* **What to produce**: Each line below should be repeated exactly, but no picture should be carried over.

Saved data entries:
- - -
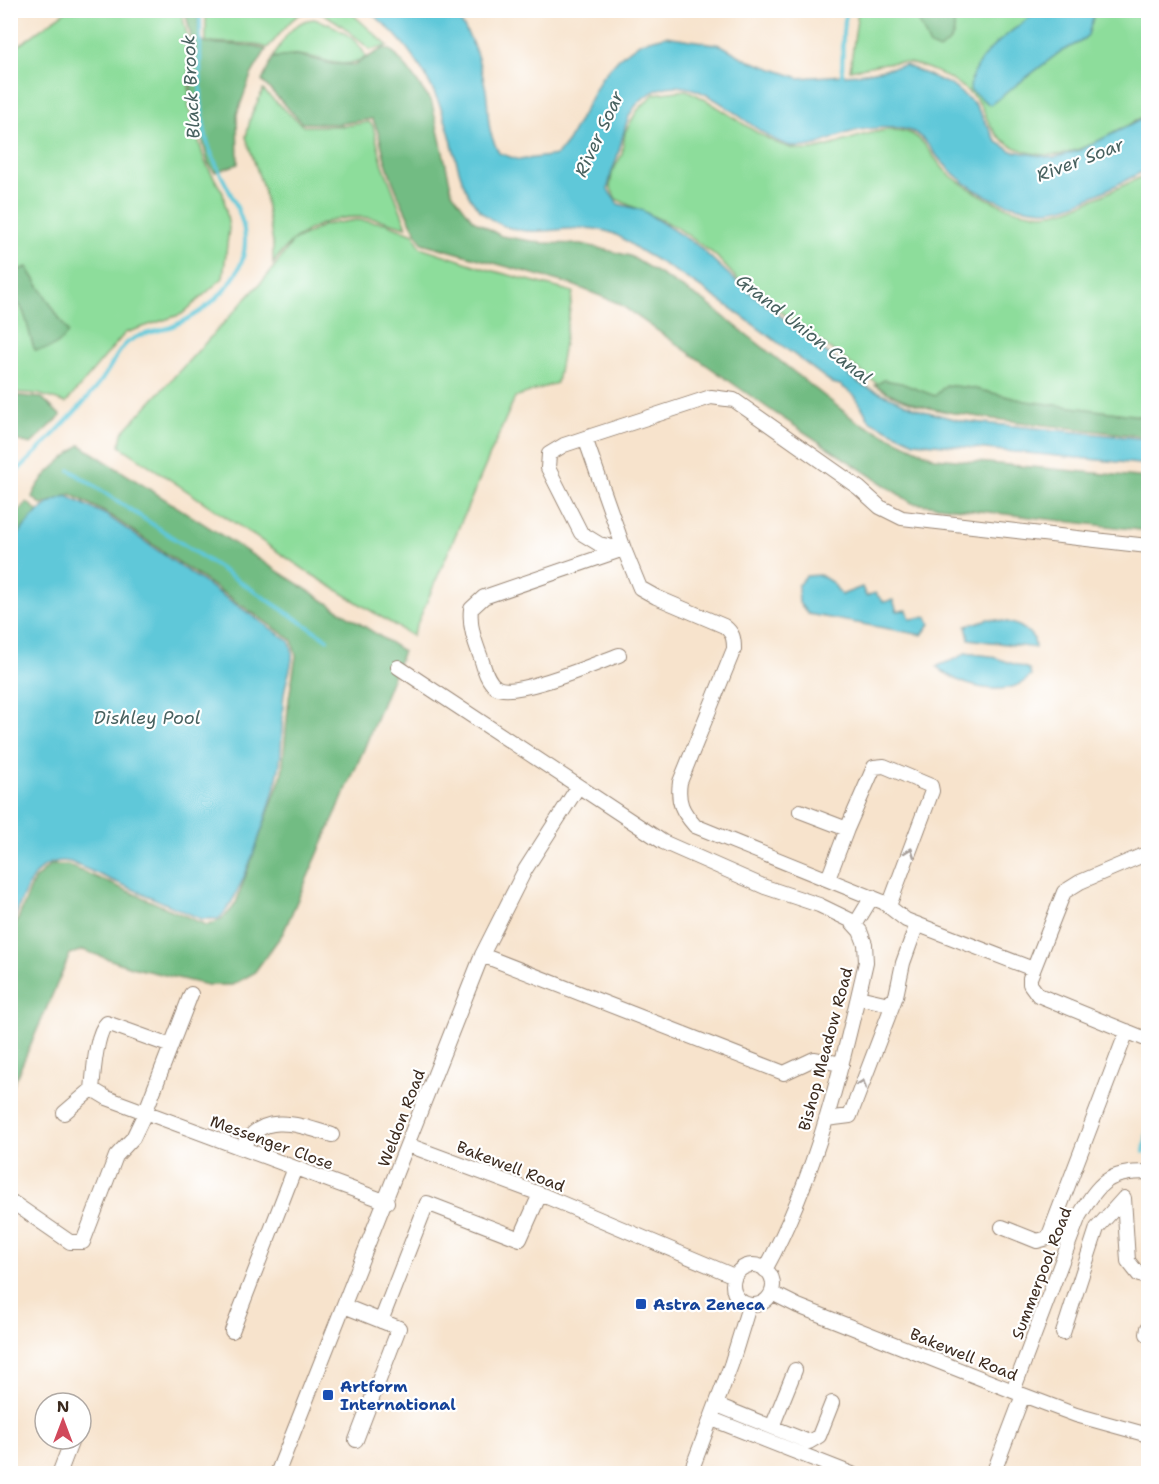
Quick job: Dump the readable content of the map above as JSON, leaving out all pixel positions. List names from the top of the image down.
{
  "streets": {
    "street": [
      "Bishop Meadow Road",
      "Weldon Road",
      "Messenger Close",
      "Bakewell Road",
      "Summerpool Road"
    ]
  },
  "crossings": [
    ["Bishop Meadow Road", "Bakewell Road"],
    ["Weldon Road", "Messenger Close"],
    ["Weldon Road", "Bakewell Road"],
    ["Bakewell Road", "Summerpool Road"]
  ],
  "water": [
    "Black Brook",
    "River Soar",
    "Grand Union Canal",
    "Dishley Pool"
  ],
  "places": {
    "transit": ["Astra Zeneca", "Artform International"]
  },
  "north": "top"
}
- - -
* **Written response**:
Quick job: Dump the readable content of the map above as JSON, leaving out all pixel positions. List names from the top of the image down.
{
  "streets": {
    "street": [
      "Bishop Meadow Road",
      "Weldon Road",
      "Messenger Close",
      "Bakewell Road",
      "Summerpool Road"
    ]
  },
  "crossings": [
    ["Bishop Meadow Road", "Bakewell Road"],
    ["Weldon Road", "Messenger Close"],
    ["Weldon Road", "Bakewell Road"],
    ["Bakewell Road", "Summerpool Road"]
  ],
  "water": [
    "Black Brook",
    "River Soar",
    "Grand Union Canal",
    "Dishley Pool"
  ],
  "places": {
    "transit": ["Astra Zeneca", "Artform International"]
  },
  "north": "top"
}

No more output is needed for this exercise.